● **WHAT YOU SHOULD DO**: Every line below that holds the word "absolute" must be listed.

**** DATA FOR REVIEW ****

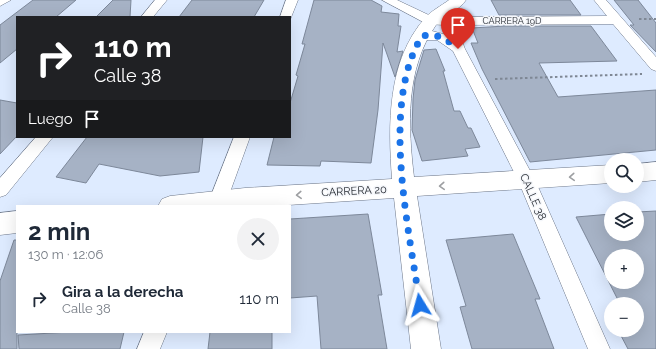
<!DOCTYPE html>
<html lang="es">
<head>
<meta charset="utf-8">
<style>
  body { margin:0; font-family:Raleway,sans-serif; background:#f2f2f3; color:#1f2937; height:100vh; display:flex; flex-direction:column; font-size:15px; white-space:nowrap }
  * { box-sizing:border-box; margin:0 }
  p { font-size:13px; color:#747a83 }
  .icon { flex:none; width:22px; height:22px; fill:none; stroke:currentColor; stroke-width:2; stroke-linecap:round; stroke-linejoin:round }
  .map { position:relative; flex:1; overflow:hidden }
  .drawer { position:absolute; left:16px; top:205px; width:275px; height:128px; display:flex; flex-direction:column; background:#fff; border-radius:0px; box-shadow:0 4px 16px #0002 }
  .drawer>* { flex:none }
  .banner { position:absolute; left:16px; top:16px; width:275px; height:122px; border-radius:0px; box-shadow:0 4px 16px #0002; background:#202124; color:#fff; overflow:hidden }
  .controls { position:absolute; left:604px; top:153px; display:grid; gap:8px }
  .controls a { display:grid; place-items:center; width:40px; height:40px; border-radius:50%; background:#fff; box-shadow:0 4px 16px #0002; font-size:20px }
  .pin { position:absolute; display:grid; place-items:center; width:34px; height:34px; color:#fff; margin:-41px -17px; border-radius:50% 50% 50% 0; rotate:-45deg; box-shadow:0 0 4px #0007 }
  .pin .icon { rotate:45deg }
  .me { position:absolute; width:44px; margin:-22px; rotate:352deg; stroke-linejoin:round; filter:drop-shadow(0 0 3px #0008) }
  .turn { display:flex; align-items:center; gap:14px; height:84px; padding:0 12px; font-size:18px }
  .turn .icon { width:52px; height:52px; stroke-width:2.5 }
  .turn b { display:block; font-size:28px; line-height:34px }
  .then { display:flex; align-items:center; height:38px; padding:0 12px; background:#0003; gap:8px; font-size:15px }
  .round { display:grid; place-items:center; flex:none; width:42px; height:42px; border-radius:21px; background:#f2f2f3 }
  .summary { display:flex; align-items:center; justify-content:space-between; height:68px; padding:0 12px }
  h1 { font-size:24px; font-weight:700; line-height:30px }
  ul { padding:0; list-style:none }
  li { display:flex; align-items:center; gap:12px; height:52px; padding:0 12px }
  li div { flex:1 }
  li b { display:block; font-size:15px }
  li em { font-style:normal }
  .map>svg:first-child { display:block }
  .building { fill:#a6b2c5; stroke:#7d889a; fill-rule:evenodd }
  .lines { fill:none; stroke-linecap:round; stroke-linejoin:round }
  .street-casing { stroke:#6d7789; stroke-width:1 }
  .secondary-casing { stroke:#6d7789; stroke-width:1 }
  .path { stroke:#7e8794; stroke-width:2; stroke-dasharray:2.5 2.5; stroke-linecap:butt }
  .street { fill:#fff; fill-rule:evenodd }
  .secondary { fill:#fff; fill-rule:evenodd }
  .oneway { stroke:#9d9fa2 }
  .route { stroke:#1a73e8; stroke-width:7; stroke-dasharray:0 12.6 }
  .labels { text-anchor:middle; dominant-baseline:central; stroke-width:3; stroke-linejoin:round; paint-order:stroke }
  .far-street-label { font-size:9px; fill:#252a31; stroke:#f5f7fb }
  .street-label { font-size:11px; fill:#252a31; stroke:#f5f7fb }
</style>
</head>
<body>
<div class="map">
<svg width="656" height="349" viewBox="0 0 656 349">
  <rect width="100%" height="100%" fill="#deebff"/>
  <path class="building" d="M33,0H76L56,17H17V49L0,63V25Z
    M113,0H131L130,17H96Z
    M192,0H264L254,17H179Z
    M314,0H371L382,6L381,12L399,14L398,26H401L397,52L403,51L395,77L383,43L378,110L371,163L321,161L320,166L267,165L274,137H290V103L298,76L296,75L305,44H302Z
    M491,0H570L581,15H499Z
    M614,0H638L656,23V52L630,25H634Z
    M505,26H591L617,61L539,63L558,97L656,90V150L530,162L482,69L471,43H478L472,28Z
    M436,49L445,71H443L454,111H460L468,128H471L480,147L465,149L468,156L422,161L412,130L413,99L415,80L424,50Z
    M0,100L17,103V136L0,154Z
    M87,137H203L199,172L160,176L99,164L86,183L56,177Z
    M656,211V349H628L618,330H637V304H620L576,217L611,214V234H637V212ZM611,256H637V282H611Z
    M368,214L382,295H378L387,349H321L317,296L290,298V219Z
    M513,234L540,299H535L554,349H472L460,307L466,306L446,240Z
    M14,240H17V349H0V281Z
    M70,332H124L120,349H19L18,335Z
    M210,332H272V349H208Z"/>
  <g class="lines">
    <g class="street-casing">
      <path id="street" d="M0,0H11L0,6Z
        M155,0H167L153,17H141Z
        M286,0H298L290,20V17H280Z
        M382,0H397L433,17H441L439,11L445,7L449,8L453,17L607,16L594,0H606L656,57V71L651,69L613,24L456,25L465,49L535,180L610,349H588L518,180L453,51L437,40H422L416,36L418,33L432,31L447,35L444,25L427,24Z
        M36,137H53L6,195L0,197V178Z
        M234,137H250L225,206H207Z
        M144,332H167L160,349H137Z"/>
    </g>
    <g class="secondary-casing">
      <path id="secondary" d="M449,0H466C459,11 444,14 436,25C405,69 408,127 414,177L611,165V183L417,196L441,349H411L394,198L273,206H158L162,199L170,196L245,188L392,179C388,125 387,61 425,18C431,11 441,6 449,0Z
        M656,162V180L637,182V164Z
        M17,211V233L0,235V213Z"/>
    </g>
    <path class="path" d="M639,19H656
      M495,79L642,74"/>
    <use href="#street" class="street"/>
    <use href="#secondary" class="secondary"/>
  </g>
  <defs><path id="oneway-chevron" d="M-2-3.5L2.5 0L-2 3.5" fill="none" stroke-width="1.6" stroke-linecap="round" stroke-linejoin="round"/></defs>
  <g class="oneway">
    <use href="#oneway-chevron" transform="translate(572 177) rotate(176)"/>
    <use href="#oneway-chevron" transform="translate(442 186) rotate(176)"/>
    <use href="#oneway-chevron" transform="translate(299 195) rotate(177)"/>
  </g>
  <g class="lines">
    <path class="route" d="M420,305C409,229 380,104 422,36C437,33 447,39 458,49"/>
  </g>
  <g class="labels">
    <g class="far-street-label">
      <text x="512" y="21">CARRERA 19D</text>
    </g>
    <g class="street-label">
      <text transform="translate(354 191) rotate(-3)">CARRERA 20</text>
      <text transform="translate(533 197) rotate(66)">CALLE 38</text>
    </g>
  </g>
</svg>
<div class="controls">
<a><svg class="icon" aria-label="search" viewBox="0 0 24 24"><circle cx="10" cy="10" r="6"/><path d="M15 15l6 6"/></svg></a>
<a><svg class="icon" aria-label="layers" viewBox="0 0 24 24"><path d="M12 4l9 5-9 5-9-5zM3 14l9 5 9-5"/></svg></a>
<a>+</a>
<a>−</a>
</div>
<div class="pin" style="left:458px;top:49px;background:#d93025"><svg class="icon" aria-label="arrive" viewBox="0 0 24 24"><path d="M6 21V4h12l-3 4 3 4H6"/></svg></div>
<svg class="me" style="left:420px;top:305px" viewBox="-20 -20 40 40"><path d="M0-17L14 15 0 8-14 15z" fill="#1a73e8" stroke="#fff" stroke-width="4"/></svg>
<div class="banner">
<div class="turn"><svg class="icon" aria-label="right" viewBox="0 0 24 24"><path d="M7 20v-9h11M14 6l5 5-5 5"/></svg><div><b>110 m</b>Calle 38</div></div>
<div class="then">Luego<svg class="icon" aria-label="arrive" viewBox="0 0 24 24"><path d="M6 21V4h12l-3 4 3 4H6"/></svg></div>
</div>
<section class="drawer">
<div class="summary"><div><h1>2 min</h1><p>130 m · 12:06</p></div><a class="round"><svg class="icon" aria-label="close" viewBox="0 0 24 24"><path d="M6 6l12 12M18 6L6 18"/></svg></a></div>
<ul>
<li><svg class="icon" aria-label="right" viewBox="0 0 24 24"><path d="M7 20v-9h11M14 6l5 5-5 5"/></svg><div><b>Gira a la derecha</b><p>Calle 38</p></div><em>110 m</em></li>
</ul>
</section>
</div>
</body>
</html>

****

● **EXPECTED ANSWER**:
  .drawer { position:absolute; left:16px; top:205px; width:275px; height:128px; display:flex; flex-direction:column; background:#fff; border-radius:0px; box-shadow:0 4px 16px #0002 }
  .banner { position:absolute; left:16px; top:16px; width:275px; height:122px; border-radius:0px; box-shadow:0 4px 16px #0002; background:#202124; color:#fff; overflow:hidden }
  .controls { position:absolute; left:604px; top:153px; display:grid; gap:8px }
  .pin { position:absolute; display:grid; place-items:center; width:34px; height:34px; color:#fff; margin:-41px -17px; border-radius:50% 50% 50% 0; rotate:-45deg; box-shadow:0 0 4px #0007 }
  .me { position:absolute; width:44px; margin:-22px; rotate:352deg; stroke-linejoin:round; filter:drop-shadow(0 0 3px #0008) }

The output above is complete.